→ To do
Below are records; give the number of their lines that contain "carrer", and only that number.
Material shown: Begin
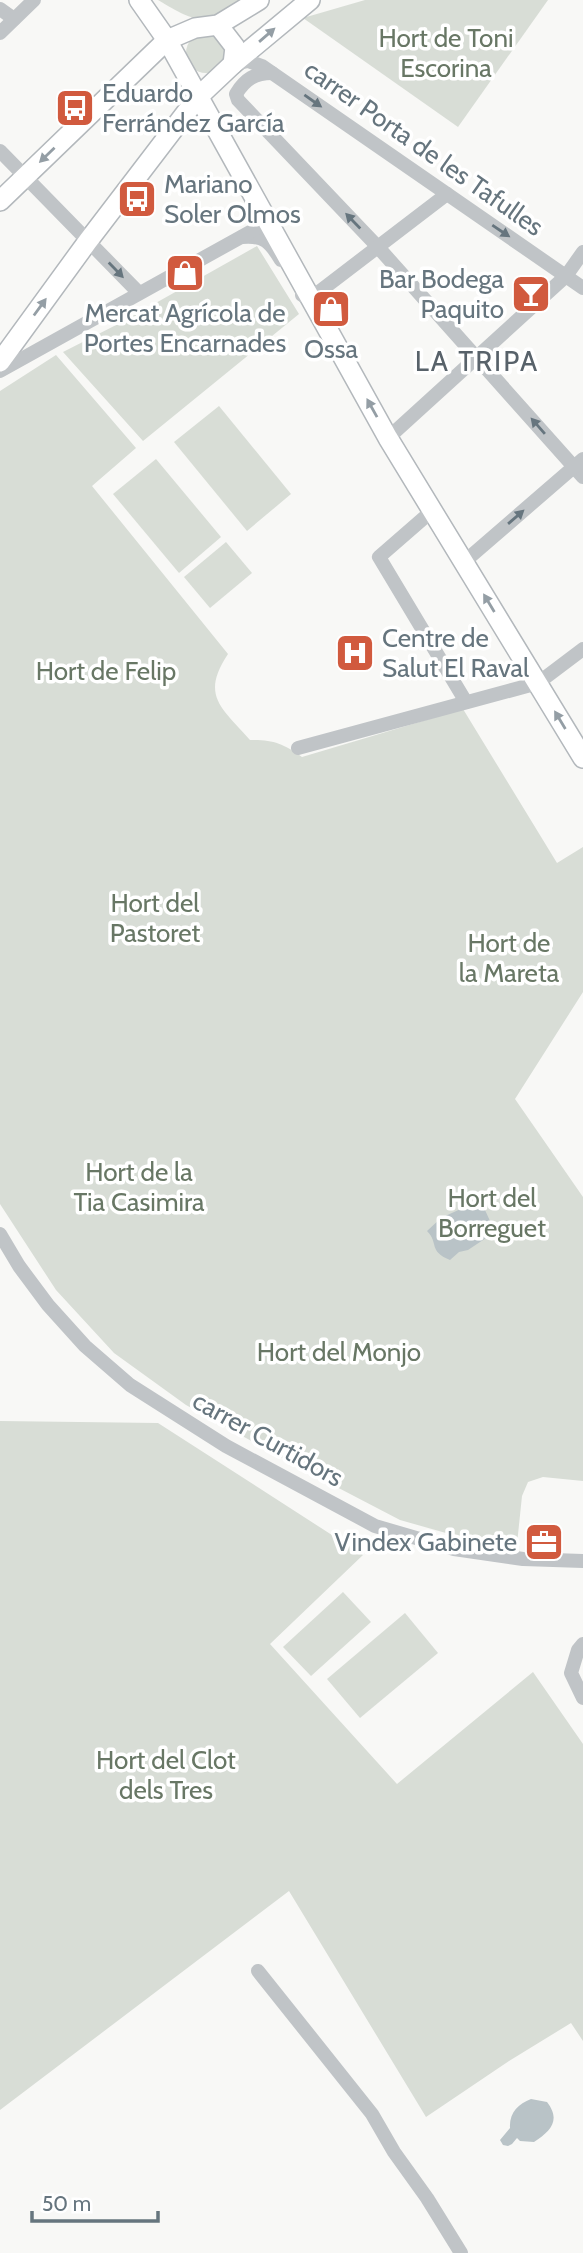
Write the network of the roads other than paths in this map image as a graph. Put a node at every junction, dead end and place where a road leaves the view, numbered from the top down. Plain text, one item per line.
1 (34, 0) edge
2 (139, 0) edge
3 (259, 0) edge
4 (310, 0) edge
5 (0, 9) edge
6 (14, 19) junction
7 (218, 25) junction
8 (0, 33) edge
9 (167, 40) junction
10 (233, 64) junction
11 (272, 72) junction
12 (198, 97) junction
13 (0, 151) edge
14 (25, 176) junction
15 (447, 194) junction
16 (0, 201) edge
17 (268, 222) junction
18 (240, 237) junction
19 (88, 241) junction
20 (377, 246) junction
21 (583, 252) edge
22 (566, 276) junction
23 (583, 288) edge
24 (139, 293) junction
25 (311, 298) junction
26 (478, 357) junction
27 (0, 362) edge
28 (0, 371) edge
29 (388, 438) junction
30 (580, 468) edge
31 (433, 510) junction
32 (464, 562) junction
33 (583, 649) edge
34 (538, 682) junction
35 (466, 702) junction
36 (298, 748) dead end
37 (583, 758) edge
38 (0, 1234) edge
39 (583, 1561) edge
40 (583, 1644) edge
41 (583, 1698) edge
42 (258, 1971) dead end
43 (461, 2253) edge

1 - 6 street
2 - 9 main road
3 - 7 main road
10 -> 4 main road
5 - 6 street
6 - 8 street
7 - 9 main road
7 - 10 main road
9 - 12 main road
9 -> 14 main road
10 - 11 street, carrer Porta de les Tafulles
10 - 12 main road
11 -> 15 street, carrer Porta de les Tafulles
20 -> 11 street
12 - 17 main road
12 - 19 main road
13 - 14 street
14 - 16 main road
14 - 19 street
15 - 20 street
15 -> 22 street, carrer Porta de les Tafulles
17 - 18 street
17 - 25 main road
18 - 24 street
18 - 25 street
19 -> 24 street
27 -> 19 main road
20 - 25 street
20 - 26 street
21 - 22 street
22 - 23 street, carrer Porta de les Tafulles
22 - 26 street
24 - 28 street
29 -> 25 main road
26 - 29 street
30 -> 26 street
29 - 31 main road
32 -> 30 street
31 - 32 main road
31 - 35 street
34 -> 32 main road
33 - 34 street
34 - 35 street
37 -> 34 main road
35 - 36 street
38 - 39 street, carrer Curtidors
40 - 41 street
42 - 43 street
Material shown: End
→ Answer for this exercise
5